Many have only a few years of formal schooling and may barely be able to read and write. Some speak little Spanish, having grown up in isolated areas where native indigenous languages are mainly spoken.

Mr. Jaminez was a Quiche, one of Guatemala’s largest indigenous groups, and barely spoke Spanish.

“They’re the ones I see coming now,” said Carolina Sosa, a Guatemalan pastor. “They’re not poor, they’re destitute. Before it was the lower middle class fleeing the guerrillas. Now, they’re coming because they don’t have food.”

To eke out a living, many have taken to peddling things like bootleg DVDs and bacon-wrapped sausages, turning the sidewalks into a chaotic flea market on evenings and weekends.

“There are a lot more people in the street selling,” said Andres Morales, a Cuban retiree. “It gets so you can’t walk on the sidewalk, but they have nothing else.”

In Latin American countries, street peddling is a ubiquitous and time-honored way of getting by when jobs are few and government assistance is scarce. Immigrants have a hard time understanding why it is illegal here, and they resent crackdowns by the police, who give out $250 tickets.
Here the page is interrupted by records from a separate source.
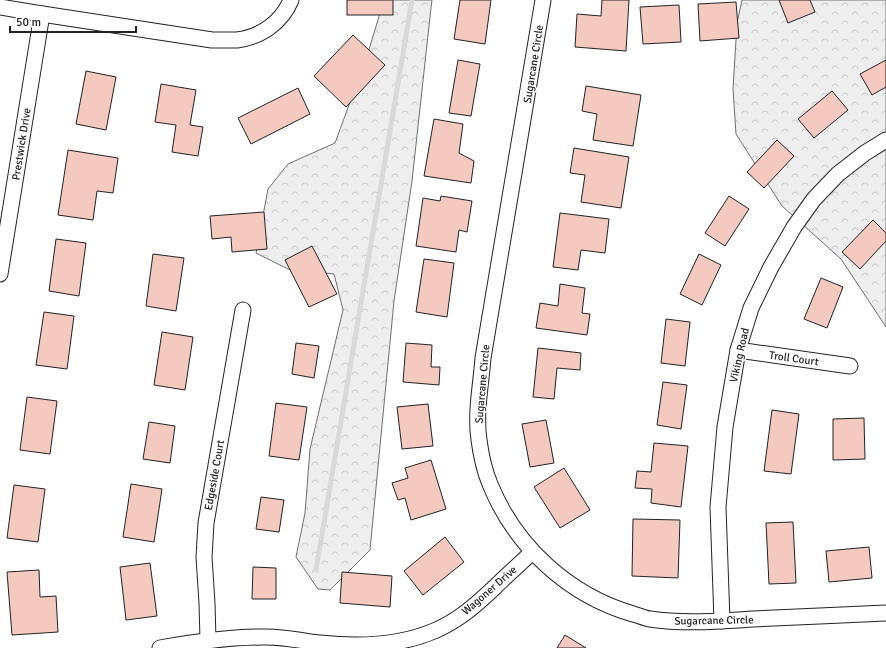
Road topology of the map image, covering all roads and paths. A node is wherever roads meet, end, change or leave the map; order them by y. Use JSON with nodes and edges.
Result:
{"nodes":[{"id":1,"x":291,"y":0,"type":"edge"},
{"id":2,"x":543,"y":0,"type":"edge"},
{"id":3,"x":0,"y":7,"type":"edge"},
{"id":4,"x":42,"y":14,"type":"junction"},
{"id":5,"x":886,"y":140,"type":"edge"},
{"id":6,"x":0,"y":274,"type":"edge"},
{"id":7,"x":243,"y":310,"type":"dead end"},
{"id":8,"x":738,"y":350,"type":"junction"},
{"id":9,"x":850,"y":366,"type":"dead end"},
{"id":10,"x":532,"y":552,"type":"junction"},
{"id":11,"x":886,"y":613,"type":"edge"},
{"id":12,"x":722,"y":621,"type":"junction"},
{"id":13,"x":208,"y":640,"type":"junction"},
{"id":14,"x":160,"y":648,"type":"edge"}],
"edges":[{"from":1,"to":4,"type":"street"},
{"from":2,"to":10,"type":"street","name":"Sugarcane Circle"},
{"from":3,"to":4,"type":"street"},
{"from":4,"to":6,"type":"street","name":"Prestwick Drive"},
{"from":5,"to":8,"type":"street","name":"Viking Road"},
{"from":7,"to":13,"type":"street","name":"Edgeside Court"},
{"from":8,"to":9,"type":"street","name":"Troll Court"},
{"from":8,"to":12,"type":"street","name":"Viking Road"},
{"from":10,"to":12,"type":"street","name":"Sugarcane Circle"},
{"from":10,"to":13,"type":"street","name":"Wagoner Drive"},
{"from":11,"to":12,"type":"street","name":"Sugarcane Circle"},
{"from":13,"to":14,"type":"street","name":"Wagoner Drive"}]}
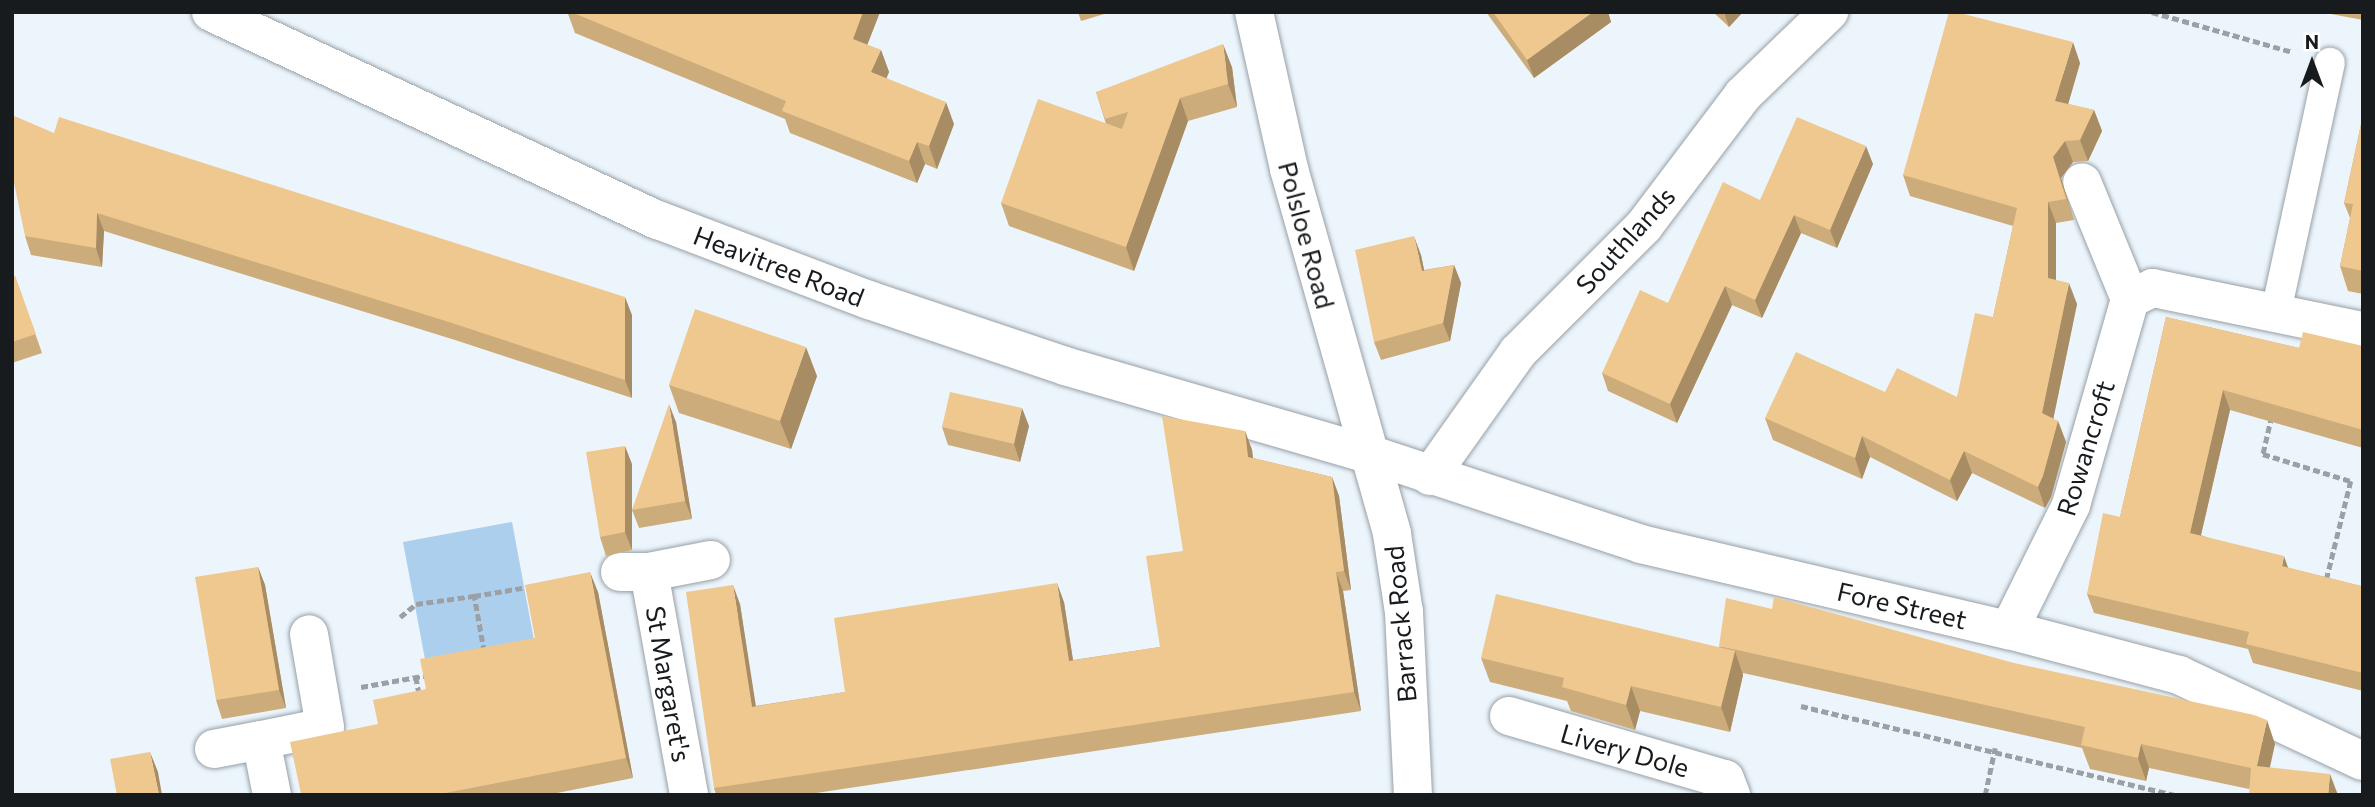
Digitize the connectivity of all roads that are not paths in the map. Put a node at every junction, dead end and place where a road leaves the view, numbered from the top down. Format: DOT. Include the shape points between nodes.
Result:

“I’m making an honest living, but the police come and ticket us,” said José Venegas, a Mexican ice cream seller who makes $12 to $15 a day. “I have two appointments in court for two tickets. I don’t know what I’m going to do. I don’t have the money to pay the fines. I’m going to go to jail.”

The stress of trying to make ends meet plus social and emotional isolation leads some to seek refuge in alcohol. Mr. Jaminez had been drinking when he allegedly menaced two women and then police officers with a knife.

Residents said public drinking was out of control.

Despite the hardships, most immigrants do not want to go home. Tomas Gómez, Mr. Jaminez’s brother-in-law, said that although day laborer jobs had dried up considerably and Mr. Jaminez pined for his wife and three young sons, he did not want to go back to Guatemala.

Here, at least, there was a chance to make a living, Mr. Gómez said. Back home, “he didn’t have money to eat.”